National Security Adviser Suh Hoon. (Yonhap)
National Security Adviser Suh Hoon. (Yonhap)
President Moon Jae-in’s top security adviser, Suh Hoon, is expected to meet with his US counterpart and make his case for signing a declaration to end the 1950-53 Korean War armistice as a way to facilitate North Korea’s denuclearization.

“This week, a discussion will take place between Suh and national security adviser Jake Sullivan. The agenda is denuclearization,” a senior Cheong Wa Dae official said Sunday referring to Suh’s trip, without elaborating, though many expect Suh will mainly seek support for the declaration.

Shaking hands on the declaration, which is a political statement carrying no legal weight, is the cornerstone of the Moon administration’s North Korea policy, which Moon believes will lay the groundwork for negotiations involving North Korea’s denuclearization and an inter-Korean peace treaty.

Neither Washington nor Pyongyang has been receptive to the idea.
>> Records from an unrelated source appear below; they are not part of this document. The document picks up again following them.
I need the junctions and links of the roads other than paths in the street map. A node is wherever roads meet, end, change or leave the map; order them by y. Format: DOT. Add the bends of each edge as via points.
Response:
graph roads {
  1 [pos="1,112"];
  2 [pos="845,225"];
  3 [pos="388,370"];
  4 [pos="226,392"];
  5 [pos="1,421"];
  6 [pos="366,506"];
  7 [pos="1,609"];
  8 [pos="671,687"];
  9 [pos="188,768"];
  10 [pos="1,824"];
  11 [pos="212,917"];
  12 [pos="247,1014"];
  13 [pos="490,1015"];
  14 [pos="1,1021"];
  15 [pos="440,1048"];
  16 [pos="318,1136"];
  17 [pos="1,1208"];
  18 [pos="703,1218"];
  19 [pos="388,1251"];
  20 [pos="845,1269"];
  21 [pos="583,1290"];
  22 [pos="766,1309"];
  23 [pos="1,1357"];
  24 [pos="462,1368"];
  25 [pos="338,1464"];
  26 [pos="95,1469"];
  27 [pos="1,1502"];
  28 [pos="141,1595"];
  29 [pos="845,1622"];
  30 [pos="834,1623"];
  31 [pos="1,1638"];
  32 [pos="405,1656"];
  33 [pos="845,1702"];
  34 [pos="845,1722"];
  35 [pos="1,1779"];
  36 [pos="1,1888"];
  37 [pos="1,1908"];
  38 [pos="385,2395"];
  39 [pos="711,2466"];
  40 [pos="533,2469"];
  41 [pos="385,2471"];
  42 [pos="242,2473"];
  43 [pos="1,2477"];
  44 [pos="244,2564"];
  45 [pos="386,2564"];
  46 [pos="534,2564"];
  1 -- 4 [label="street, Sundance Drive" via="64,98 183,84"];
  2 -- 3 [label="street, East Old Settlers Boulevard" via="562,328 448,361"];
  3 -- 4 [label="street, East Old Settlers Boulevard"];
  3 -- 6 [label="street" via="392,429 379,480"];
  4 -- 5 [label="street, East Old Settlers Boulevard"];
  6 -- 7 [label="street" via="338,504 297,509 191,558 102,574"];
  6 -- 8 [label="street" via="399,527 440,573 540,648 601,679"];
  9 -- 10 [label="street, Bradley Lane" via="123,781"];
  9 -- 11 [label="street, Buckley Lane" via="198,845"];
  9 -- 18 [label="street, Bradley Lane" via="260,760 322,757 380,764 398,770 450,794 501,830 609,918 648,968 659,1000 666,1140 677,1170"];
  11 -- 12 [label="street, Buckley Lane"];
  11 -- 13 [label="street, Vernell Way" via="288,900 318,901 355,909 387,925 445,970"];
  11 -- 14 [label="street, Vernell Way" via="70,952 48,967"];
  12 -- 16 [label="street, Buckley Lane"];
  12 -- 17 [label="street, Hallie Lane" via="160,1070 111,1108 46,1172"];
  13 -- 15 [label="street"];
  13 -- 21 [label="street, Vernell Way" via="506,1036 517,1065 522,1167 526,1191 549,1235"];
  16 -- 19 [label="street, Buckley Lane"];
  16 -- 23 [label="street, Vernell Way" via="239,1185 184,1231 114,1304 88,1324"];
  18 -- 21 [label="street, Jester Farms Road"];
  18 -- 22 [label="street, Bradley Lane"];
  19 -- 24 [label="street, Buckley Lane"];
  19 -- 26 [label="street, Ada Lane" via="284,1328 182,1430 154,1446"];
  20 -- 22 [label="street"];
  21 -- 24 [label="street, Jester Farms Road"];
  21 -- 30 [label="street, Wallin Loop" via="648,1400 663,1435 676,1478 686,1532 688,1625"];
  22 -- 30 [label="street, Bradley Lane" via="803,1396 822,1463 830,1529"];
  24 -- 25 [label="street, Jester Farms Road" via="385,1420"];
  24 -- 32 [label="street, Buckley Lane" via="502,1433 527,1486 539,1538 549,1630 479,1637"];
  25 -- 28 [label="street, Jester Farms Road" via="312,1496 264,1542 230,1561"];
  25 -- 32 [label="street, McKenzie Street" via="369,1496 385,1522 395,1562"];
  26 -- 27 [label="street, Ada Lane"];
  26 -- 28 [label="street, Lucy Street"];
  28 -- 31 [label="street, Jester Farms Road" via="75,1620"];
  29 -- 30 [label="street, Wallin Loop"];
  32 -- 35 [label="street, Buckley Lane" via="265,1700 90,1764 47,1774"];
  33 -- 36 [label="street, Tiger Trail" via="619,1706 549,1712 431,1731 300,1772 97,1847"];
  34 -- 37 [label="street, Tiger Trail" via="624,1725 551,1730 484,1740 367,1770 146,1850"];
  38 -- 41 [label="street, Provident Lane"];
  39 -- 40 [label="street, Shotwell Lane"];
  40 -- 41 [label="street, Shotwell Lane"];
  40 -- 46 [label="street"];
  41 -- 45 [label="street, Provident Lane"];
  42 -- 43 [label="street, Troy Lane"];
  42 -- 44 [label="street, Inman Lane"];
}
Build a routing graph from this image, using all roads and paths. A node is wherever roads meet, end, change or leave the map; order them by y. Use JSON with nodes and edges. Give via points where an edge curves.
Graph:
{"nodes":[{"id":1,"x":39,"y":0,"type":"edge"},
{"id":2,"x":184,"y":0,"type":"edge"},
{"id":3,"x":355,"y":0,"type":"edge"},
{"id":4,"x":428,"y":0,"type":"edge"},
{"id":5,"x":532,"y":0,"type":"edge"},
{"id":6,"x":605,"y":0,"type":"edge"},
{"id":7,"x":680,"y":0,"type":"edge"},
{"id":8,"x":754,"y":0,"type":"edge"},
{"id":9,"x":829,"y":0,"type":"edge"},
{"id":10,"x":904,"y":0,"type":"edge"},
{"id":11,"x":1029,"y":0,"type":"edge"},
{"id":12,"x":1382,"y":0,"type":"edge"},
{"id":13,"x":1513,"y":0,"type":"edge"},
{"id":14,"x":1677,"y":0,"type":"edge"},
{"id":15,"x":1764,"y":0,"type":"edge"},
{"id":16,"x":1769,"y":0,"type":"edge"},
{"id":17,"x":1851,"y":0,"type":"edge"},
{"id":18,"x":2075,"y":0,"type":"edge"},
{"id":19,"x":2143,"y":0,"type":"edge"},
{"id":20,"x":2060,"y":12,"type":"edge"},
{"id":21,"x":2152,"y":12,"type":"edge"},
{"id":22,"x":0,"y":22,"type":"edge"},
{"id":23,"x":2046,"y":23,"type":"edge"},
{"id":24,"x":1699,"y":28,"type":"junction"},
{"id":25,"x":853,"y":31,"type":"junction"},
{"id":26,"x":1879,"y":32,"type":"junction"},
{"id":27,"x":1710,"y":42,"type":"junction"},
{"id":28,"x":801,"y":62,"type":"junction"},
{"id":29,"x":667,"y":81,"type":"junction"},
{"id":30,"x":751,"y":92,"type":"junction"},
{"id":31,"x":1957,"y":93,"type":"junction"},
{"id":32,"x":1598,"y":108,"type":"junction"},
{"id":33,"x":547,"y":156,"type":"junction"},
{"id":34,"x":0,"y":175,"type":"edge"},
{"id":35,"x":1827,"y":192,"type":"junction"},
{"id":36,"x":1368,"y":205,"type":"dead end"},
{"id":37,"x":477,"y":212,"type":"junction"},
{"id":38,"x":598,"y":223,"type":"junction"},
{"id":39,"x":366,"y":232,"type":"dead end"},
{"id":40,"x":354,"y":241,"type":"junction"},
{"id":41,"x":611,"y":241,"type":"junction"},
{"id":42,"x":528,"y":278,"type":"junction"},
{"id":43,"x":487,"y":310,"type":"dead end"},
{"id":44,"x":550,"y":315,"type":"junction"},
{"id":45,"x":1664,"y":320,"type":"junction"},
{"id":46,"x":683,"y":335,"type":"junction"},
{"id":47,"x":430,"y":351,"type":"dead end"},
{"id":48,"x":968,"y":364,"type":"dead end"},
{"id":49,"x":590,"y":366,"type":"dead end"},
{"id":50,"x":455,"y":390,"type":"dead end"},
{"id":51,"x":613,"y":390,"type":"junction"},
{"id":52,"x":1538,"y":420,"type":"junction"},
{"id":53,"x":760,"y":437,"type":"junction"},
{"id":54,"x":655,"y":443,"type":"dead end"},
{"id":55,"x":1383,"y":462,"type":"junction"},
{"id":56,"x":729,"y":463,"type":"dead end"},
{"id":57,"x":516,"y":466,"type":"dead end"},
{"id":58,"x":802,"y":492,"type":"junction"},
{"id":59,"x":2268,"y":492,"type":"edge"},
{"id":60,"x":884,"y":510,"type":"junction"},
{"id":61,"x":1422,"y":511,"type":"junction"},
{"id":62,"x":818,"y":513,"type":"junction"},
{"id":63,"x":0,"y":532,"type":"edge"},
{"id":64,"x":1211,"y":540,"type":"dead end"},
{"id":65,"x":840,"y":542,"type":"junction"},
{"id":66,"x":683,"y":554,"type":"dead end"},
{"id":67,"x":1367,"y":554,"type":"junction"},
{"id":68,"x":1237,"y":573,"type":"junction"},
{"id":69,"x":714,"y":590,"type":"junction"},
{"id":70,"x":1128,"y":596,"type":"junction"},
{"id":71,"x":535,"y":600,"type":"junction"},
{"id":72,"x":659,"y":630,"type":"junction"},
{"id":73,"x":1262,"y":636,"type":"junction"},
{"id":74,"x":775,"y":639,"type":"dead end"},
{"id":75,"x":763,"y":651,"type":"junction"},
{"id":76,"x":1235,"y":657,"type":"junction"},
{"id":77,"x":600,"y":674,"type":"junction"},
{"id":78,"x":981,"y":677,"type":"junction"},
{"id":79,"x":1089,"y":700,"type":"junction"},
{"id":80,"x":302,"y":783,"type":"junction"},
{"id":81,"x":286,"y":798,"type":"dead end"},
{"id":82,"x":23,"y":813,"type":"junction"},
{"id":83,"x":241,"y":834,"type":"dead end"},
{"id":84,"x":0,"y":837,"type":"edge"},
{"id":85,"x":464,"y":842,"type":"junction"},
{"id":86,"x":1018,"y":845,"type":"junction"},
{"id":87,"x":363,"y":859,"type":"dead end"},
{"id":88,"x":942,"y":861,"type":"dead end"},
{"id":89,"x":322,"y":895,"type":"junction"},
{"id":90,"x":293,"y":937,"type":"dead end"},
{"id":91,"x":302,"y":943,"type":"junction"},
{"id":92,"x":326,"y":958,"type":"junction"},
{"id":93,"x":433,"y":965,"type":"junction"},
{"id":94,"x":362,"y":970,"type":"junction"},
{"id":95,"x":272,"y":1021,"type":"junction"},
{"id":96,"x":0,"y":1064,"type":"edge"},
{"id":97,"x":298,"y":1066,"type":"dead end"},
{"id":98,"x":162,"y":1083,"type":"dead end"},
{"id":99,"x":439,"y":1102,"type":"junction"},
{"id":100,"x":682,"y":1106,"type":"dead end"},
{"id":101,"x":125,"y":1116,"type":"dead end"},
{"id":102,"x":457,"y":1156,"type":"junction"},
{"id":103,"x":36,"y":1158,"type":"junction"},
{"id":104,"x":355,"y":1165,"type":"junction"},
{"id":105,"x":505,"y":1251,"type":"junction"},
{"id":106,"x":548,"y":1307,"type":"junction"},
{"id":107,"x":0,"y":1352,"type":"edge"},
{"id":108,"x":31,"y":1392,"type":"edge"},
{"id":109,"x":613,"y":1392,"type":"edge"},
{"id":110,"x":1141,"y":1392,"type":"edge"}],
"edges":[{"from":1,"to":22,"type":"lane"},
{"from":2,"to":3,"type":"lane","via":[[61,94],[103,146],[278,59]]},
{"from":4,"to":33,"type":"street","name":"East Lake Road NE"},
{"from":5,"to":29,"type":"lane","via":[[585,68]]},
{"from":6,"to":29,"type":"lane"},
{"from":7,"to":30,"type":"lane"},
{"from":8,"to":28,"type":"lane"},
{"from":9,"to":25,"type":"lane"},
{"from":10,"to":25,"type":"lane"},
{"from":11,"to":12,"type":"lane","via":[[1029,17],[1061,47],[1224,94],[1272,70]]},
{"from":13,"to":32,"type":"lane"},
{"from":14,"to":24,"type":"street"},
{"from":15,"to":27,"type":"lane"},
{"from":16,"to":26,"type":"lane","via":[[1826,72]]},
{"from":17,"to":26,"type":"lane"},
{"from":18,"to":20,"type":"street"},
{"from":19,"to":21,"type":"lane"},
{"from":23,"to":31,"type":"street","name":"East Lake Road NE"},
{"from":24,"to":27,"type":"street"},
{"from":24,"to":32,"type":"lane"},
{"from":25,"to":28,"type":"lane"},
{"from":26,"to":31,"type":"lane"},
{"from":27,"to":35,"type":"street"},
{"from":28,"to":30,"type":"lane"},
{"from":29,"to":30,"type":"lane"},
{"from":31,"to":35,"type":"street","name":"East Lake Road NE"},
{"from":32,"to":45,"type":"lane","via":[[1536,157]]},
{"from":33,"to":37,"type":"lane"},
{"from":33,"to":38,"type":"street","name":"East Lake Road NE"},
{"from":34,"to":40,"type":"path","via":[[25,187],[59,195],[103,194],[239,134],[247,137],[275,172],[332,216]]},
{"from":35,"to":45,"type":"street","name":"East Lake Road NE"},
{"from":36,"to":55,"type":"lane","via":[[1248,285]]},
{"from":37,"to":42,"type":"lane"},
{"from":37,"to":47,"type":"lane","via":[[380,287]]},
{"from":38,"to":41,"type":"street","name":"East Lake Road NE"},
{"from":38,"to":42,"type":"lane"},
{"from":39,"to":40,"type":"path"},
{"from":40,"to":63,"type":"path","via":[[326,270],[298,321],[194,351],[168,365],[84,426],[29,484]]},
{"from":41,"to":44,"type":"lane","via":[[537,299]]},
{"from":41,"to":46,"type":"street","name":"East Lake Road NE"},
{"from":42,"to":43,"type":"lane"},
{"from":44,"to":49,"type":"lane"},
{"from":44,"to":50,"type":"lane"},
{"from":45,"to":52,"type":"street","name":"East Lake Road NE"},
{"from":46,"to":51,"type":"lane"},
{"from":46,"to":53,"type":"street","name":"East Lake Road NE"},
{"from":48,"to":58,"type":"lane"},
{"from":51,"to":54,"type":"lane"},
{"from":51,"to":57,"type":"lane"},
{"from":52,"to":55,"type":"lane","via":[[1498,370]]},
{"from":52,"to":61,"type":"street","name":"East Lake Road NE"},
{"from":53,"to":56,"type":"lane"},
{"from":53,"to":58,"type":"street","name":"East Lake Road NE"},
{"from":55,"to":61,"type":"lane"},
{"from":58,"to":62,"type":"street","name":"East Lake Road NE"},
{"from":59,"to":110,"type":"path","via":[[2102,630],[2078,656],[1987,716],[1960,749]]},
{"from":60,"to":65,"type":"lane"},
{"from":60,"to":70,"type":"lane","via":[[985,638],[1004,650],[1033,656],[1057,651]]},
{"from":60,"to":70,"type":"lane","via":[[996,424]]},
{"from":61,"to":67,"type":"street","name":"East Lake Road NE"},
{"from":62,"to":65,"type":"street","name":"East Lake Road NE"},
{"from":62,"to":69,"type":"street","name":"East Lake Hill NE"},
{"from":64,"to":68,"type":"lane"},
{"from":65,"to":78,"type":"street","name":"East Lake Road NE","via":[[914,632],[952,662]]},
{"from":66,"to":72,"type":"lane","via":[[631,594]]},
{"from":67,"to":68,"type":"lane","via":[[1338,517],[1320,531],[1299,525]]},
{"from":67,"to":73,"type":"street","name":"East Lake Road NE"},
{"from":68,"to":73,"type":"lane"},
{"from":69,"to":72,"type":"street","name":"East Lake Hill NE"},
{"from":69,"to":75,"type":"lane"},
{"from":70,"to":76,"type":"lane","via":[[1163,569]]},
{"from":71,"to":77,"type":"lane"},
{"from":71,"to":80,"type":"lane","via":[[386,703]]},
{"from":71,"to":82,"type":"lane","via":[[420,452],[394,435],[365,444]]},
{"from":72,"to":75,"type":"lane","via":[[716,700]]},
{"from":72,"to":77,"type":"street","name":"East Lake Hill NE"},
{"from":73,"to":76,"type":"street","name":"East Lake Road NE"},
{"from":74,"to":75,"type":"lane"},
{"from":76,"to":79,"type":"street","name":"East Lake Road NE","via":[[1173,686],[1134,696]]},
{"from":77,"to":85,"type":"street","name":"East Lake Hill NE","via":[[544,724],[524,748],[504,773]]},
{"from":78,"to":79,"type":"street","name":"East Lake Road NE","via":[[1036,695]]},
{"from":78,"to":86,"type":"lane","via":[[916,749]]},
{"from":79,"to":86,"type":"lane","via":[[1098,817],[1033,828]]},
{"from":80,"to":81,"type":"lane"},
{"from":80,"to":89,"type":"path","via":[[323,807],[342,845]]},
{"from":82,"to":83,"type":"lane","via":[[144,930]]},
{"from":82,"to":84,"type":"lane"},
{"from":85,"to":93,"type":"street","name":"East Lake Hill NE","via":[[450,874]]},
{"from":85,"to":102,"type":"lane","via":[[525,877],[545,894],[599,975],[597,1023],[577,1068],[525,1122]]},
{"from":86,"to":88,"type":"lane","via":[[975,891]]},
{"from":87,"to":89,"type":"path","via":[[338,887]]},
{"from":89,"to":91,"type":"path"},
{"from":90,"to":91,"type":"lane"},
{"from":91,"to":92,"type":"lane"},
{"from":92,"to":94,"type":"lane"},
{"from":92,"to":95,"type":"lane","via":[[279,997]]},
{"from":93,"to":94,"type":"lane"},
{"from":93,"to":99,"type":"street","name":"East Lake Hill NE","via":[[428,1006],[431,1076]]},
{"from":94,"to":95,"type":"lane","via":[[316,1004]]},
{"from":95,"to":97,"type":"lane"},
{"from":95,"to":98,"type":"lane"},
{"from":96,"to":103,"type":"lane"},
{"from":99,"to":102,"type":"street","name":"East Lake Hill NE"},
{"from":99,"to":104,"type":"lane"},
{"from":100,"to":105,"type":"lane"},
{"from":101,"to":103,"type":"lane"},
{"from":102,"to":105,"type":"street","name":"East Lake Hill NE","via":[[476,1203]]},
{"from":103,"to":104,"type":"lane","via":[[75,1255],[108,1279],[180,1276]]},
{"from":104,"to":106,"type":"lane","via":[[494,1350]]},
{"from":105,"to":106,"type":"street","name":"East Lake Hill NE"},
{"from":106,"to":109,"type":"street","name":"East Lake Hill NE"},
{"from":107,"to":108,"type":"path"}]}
But North Korea recently reversed the position, saying it was willing to consider it as long as South Korea and the US meet certain conditions, which mainly include easing sanctions placed over its nuclear and missile programs.

While Seoul wants to pick up the momentum for diplomacy by compromising on sanctions, Washington is adamant about enforcing them. The North carried out a series of missile tests in September in what many see as aimed at gaining leverage in talks with the US.

South Korea did not join the US when it called the tests outright violations. Instead, Seoul’s foreign minister has openly backed loosening sanctions to make room for talks where signing an end-of-war declaration could be one of the agendas.

Suh, one of the key architects that helped to open three summits between President Moon and North Korean leader Kim Jong-un in 2018, is also expected to discuss with Sullivan a potential inter-Korean summit before Moon leaves office in May next year.

Moon has met with a North Korean leader more than any other South Korean president and his government has eyes set on another summit to leave Moon’s legacy in inter-Korean ties. The Unification Ministry, which handles inter-Korean affairs here, said it was making preparations for a virtual summit.